Just listening to her in the latest radio interviews, Kate clearly has never seemed happier and her musical Mojo remains undimmed. It seems she already has ideas for her next project and we will be hearing of her more often in the years ahead.

Not so much a collection of songs, but 7 short story 'tone poems'. I welcome Kate's experiment with longer song structures to lose oneself in.

Whilst I would admit this is not an album of catchy seasonal ditties, this album needs patience and repeated listens in order to fully appreciate its beauty. Kate is an artist who produces work on her own terms, free from the shackles of the demands of fan blogs and the music industry establishment.
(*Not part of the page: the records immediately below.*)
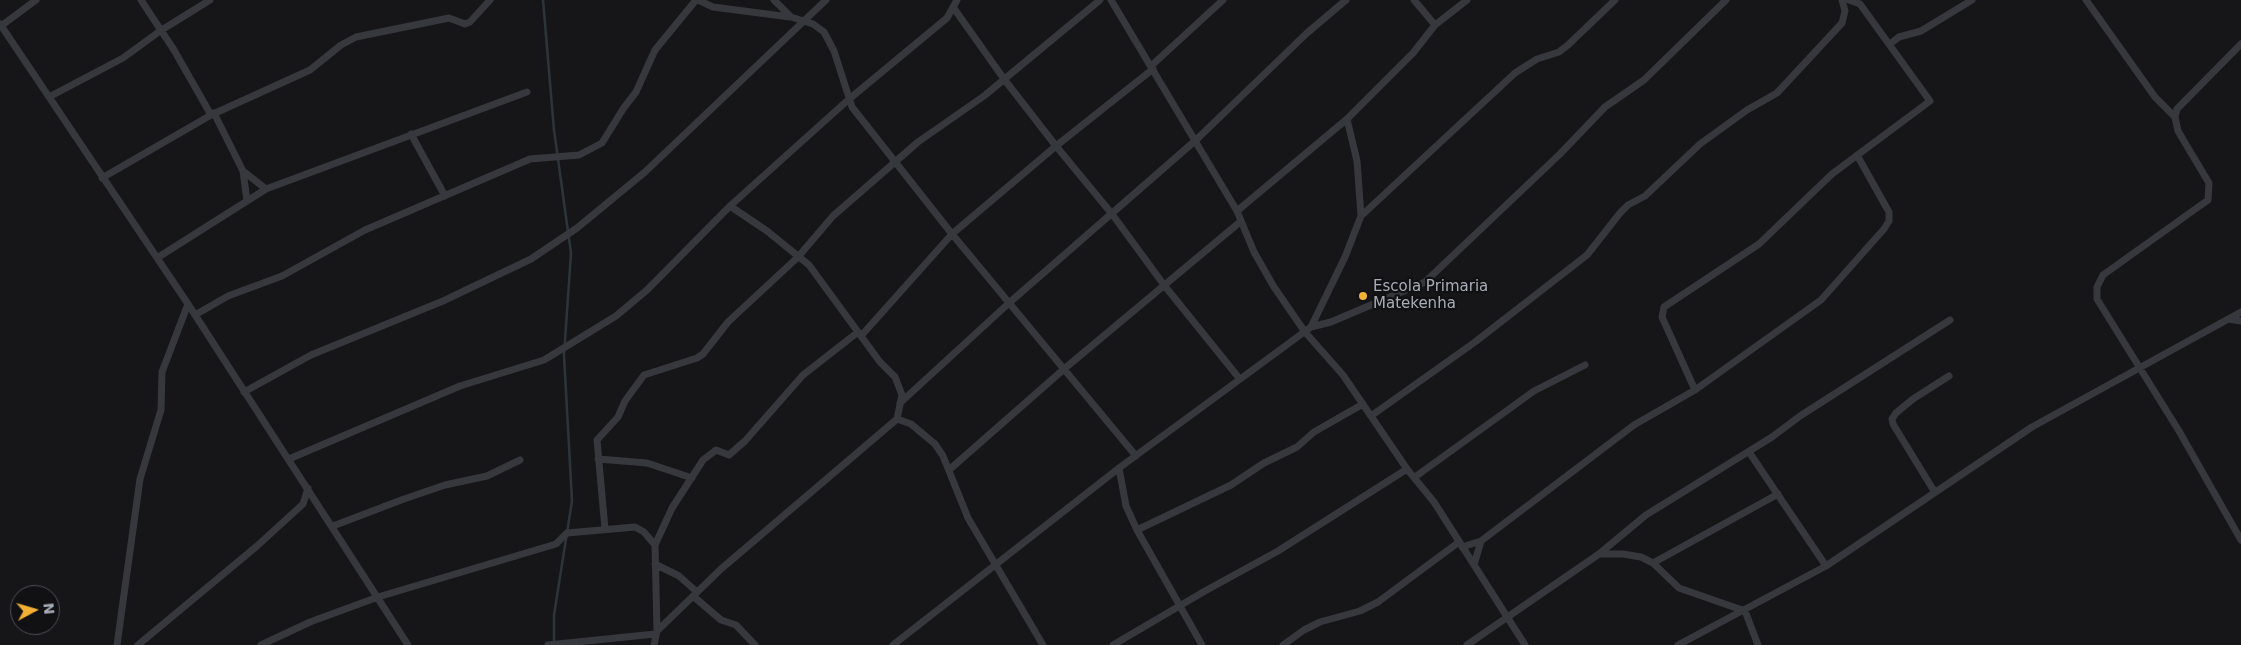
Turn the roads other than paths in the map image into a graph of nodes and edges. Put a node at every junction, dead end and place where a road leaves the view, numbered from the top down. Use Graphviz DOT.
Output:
graph roads {
  1 [pos="36,0"];
  2 [pos="142,0"];
  3 [pos="210,0"];
  4 [pos="490,0"];
  5 [pos="697,0"];
  6 [pos="774,0"];
  7 [pos="826,0"];
  8 [pos="1100,0"];
  9 [pos="1112,0"];
  10 [pos="1224,0"];
  11 [pos="1346,0"];
  12 [pos="1414,0"];
  13 [pos="1467,0"];
  14 [pos="1615,0"];
  15 [pos="1726,0"];
  16 [pos="1842,0"];
  17 [pos="1849,0"];
  18 [pos="1972,0"];
  19 [pos="2086,0"];
  20 [pos="955,3"];
  21 [pos="791,17"];
  22 [pos="804,21"];
  23 [pos="1,25"];
  24 [pos="1435,25"];
  25 [pos="160,30"];
  26 [pos="1890,44"];
  27 [pos="2241,44"];
  28 [pos="1152,68"];
  29 [pos="1004,79"];
  30 [pos="526,92"];
  31 [pos="49,97"];
  32 [pos="848,100"];
  33 [pos="212,114"];
  34 [pos="2175,117"];
  35 [pos="1347,119"];
  36 [pos="411,134"];
  37 [pos="1196,140"];
  38 [pos="1056,146"];
  39 [pos="1857,155"];
  40 [pos="895,163"];
  41 [pos="244,171"];
  42 [pos="102,178"];
  43 [pos="266,190"];
  44 [pos="445,196"];
  45 [pos="247,201"];
  46 [pos="730,206"];
  47 [pos="1237,210"];
  48 [pos="1112,214"];
  49 [pos="1360,216"];
  50 [pos="1240,222"];
  51 [pos="952,234"];
  52 [pos="798,257"];
  53 [pos="157,258"];
  54 [pos="1164,285"];
  55 [pos="1009,303"];
  56 [pos="188,304"];
  57 [pos="2241,312"];
  58 [pos="195,315"];
  59 [pos="2228,319"];
  60 [pos="1950,320"];
  61 [pos="2241,322"];
  62 [pos="1308,330"];
  63 [pos="859,334"];
  64 [pos="1585,365"];
  65 [pos="1064,369"];
  66 [pos="2139,369"];
  67 [pos="1949,376"];
  68 [pos="1239,378"];
  69 [pos="1695,390"];
  70 [pos="244,392"];
  71 [pos="900,403"];
  72 [pos="1363,404"];
  73 [pos="1371,416"];
  74 [pos="897,419"];
  75 [pos="1749,452"];
  76 [pos="1136,456"];
  77 [pos="290,459"];
  78 [pos="598,459"];
  79 [pos="520,460"];
  80 [pos="1119,468"];
  81 [pos="1407,469"];
  82 [pos="949,470"];
  83 [pos="1415,477"];
  84 [pos="692,478"];
  85 [pos="308,488"];
  86 [pos="1934,491"];
  87 [pos="1778,494"];
  88 [pos="303,504"];
  89 [pos="318,505"];
  90 [pos="333,526"];
  91 [pos="605,529"];
  92 [pos="1137,530"];
  93 [pos="2241,540"];
  94 [pos="1481,541"];
  95 [pos="656,545"];
  96 [pos="1461,545"];
  97 [pos="1600,554"];
  98 [pos="1653,563"];
  99 [pos="655,564"];
  100 [pos="1474,565"];
  101 [pos="997,566"];
  102 [pos="1826,566"];
  103 [pos="695,594"];
  104 [pos="378,597"];
  105 [pos="1179,606"];
  106 [pos="1744,611"];
  107 [pos="1509,619"];
  108 [pos="656,632"];
  109 [pos="116,645"];
  110 [pos="138,645"];
  111 [pos="260,645"];
  112 [pos="408,645"];
  113 [pos="548,645"];
  114 [pos="654,645"];
  115 [pos="755,645"];
  116 [pos="893,645"];
  117 [pos="1043,645"];
  118 [pos="1113,645"];
  119 [pos="1202,645"];
  120 [pos="1283,645"];
  121 [pos="1467,645"];
  122 [pos="1525,645"];
  123 [pos="1678,645"];
  124 [pos="1758,645"];
  1 -- 23 [label="street"];
  2 -- 25 [label="street"];
  3 -- 25 [label="street"];
  4 -- 33 [label="street"];
  5 -- 21 [label="street"];
  5 -- 44 [label="street"];
  6 -- 21 [label="street"];
  7 -- 22 [label="street"];
  8 -- 29 [label="street"];
  9 -- 28 [label="street"];
  10 -- 28 [label="street"];
  11 -- 37 [label="street"];
  12 -- 24 [label="street"];
  13 -- 24 [label="street"];
  14 -- 49 [label="street"];
  15 -- 62 [label="street"];
  16 -- 73 [label="street"];
  17 -- 26 [label="street"];
  18 -- 26 [label="street"];
  19 -- 34 [label="street"];
  20 -- 29 [label="street"];
  20 -- 32 [label="street"];
  21 -- 22 [label="street"];
  22 -- 32 [label="street"];
  22 -- 70 [label="street"];
  23 -- 31 [label="street"];
  24 -- 35 [label="street"];
  25 -- 31 [label="street"];
  25 -- 33 [label="street"];
  26 -- 39 [label="street"];
  27 -- 34 [label="street"];
  28 -- 37 [label="street"];
  28 -- 38 [label="street"];
  29 -- 38 [label="street"];
  29 -- 40 [label="street"];
  30 -- 36 [label="street"];
  31 -- 42 [label="street"];
  32 -- 40 [label="street"];
  32 -- 46 [label="street"];
  33 -- 41 [label="street"];
  33 -- 42 [label="street"];
  34 -- 66 [label="street"];
  35 -- 47 [label="street"];
  35 -- 49 [label="street"];
  36 -- 43 [label="street"];
  36 -- 44 [label="street"];
  37 -- 47 [label="street"];
  37 -- 48 [label="street"];
  38 -- 48 [label="street"];
  38 -- 51 [label="street"];
  39 -- 69 [label="street"];
  39 -- 69 [label="street"];
  40 -- 51 [label="street"];
  40 -- 52 [label="street"];
  41 -- 43 [label="street"];
  41 -- 45 [label="street"];
  42 -- 53 [label="street"];
  43 -- 45 [label="street"];
  44 -- 58 [label="street"];
  45 -- 53 [label="street"];
  46 -- 52 [label="street"];
  46 -- 77 [label="street"];
  47 -- 50 [label="street"];
  48 -- 54 [label="street"];
  48 -- 55 [label="street"];
  49 -- 62 [label="street"];
  50 -- 54 [label="street"];
  50 -- 62 [label="street"];
  51 -- 55 [label="street"];
  51 -- 63 [label="street"];
  52 -- 63 [label="street"];
  52 -- 78 [label="street"];
  53 -- 56 [label="street"];
  54 -- 65 [label="street"];
  54 -- 68 [label="street"];
  55 -- 65 [label="street"];
  55 -- 71 [label="street"];
  56 -- 58 [label="street"];
  56 -- 109 [label="street"];
  57 -- 59 [label="street"];
  58 -- 70 [label="street"];
  59 -- 61 [label="street"];
  59 -- 66 [label="street"];
  60 -- 75 [label="street"];
  62 -- 68 [label="street"];
  62 -- 72 [label="street"];
  63 -- 71 [label="street"];
  63 -- 84 [label="street"];
  64 -- 83 [label="street"];
  65 -- 76 [label="street"];
  65 -- 82 [label="street"];
  66 -- 86 [label="street"];
  66 -- 93 [label="street"];
  67 -- 86 [label="street"];
  68 -- 76 [label="street"];
  69 -- 94 [label="street"];
  70 -- 77 [label="street"];
  71 -- 74 [label="street"];
  72 -- 73 [label="street"];
  72 -- 92 [label="street"];
  73 -- 81 [label="street"];
  74 -- 82 [label="street"];
  74 -- 103 [label="street"];
  75 -- 87 [label="street"];
  75 -- 97 [label="street"];
  76 -- 80 [label="street"];
  77 -- 85 [label="street"];
  78 -- 84 [label="street"];
  78 -- 91 [label="street"];
  79 -- 90 [label="street"];
  80 -- 92 [label="street"];
  80 -- 101 [label="street"];
  81 -- 83 [label="street"];
  81 -- 105 [label="street"];
  82 -- 101 [label="street"];
  83 -- 96 [label="street"];
  84 -- 95 [label="street"];
  85 -- 88 [label="street"];
  85 -- 89 [label="street"];
  86 -- 102 [label="street"];
  87 -- 98 [label="street"];
  87 -- 102 [label="street"];
  88 -- 89 [label="street"];
  88 -- 110 [label="street"];
  89 -- 90 [label="street"];
  90 -- 104 [label="street"];
  91 -- 95 [label="street"];
  91 -- 104 [label="street"];
  92 -- 105 [label="street"];
  94 -- 96 [label="street"];
  94 -- 100 [label="street"];
  95 -- 99 [label="street"];
  96 -- 100 [label="street"];
  96 -- 120 [label="street"];
  97 -- 98 [label="street"];
  97 -- 107 [label="street"];
  98 -- 106 [label="street"];
  99 -- 103 [label="street"];
  99 -- 108 [label="street"];
  100 -- 107 [label="street"];
  101 -- 116 [label="street"];
  101 -- 117 [label="street"];
  102 -- 106 [label="street"];
  103 -- 108 [label="street"];
  103 -- 115 [label="street"];
  104 -- 111 [label="street"];
  104 -- 112 [label="street"];
  105 -- 118 [label="street"];
  105 -- 119 [label="street"];
  106 -- 123 [label="street"];
  106 -- 124 [label="street"];
  107 -- 121 [label="street"];
  107 -- 122 [label="street"];
  108 -- 113 [label="street"];
  108 -- 114 [label="street"];
}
My general impressions: Shut out the world, put on this album and immerse yourself for an hour uninterrupted in Kate's winter wonderland. Despite only a few listens, new details and elements of the stories are starting to develop in my head. This work is so organic, evocative and dreamy. Forget your troubles and the recession, just escape into Kate's alternative world.

Snowflake: Kate views snow as a substance transforming a landscape or garden with its physical beauty. Kate finds the world so loud and 'lowest common denominator' sometimes, whilst snowflakes are all unique and individual. With repeated listenings, the repeated piano and Bertie motifs become less intrusive and ghostly sounding electronic keyboard details emerge from the mix.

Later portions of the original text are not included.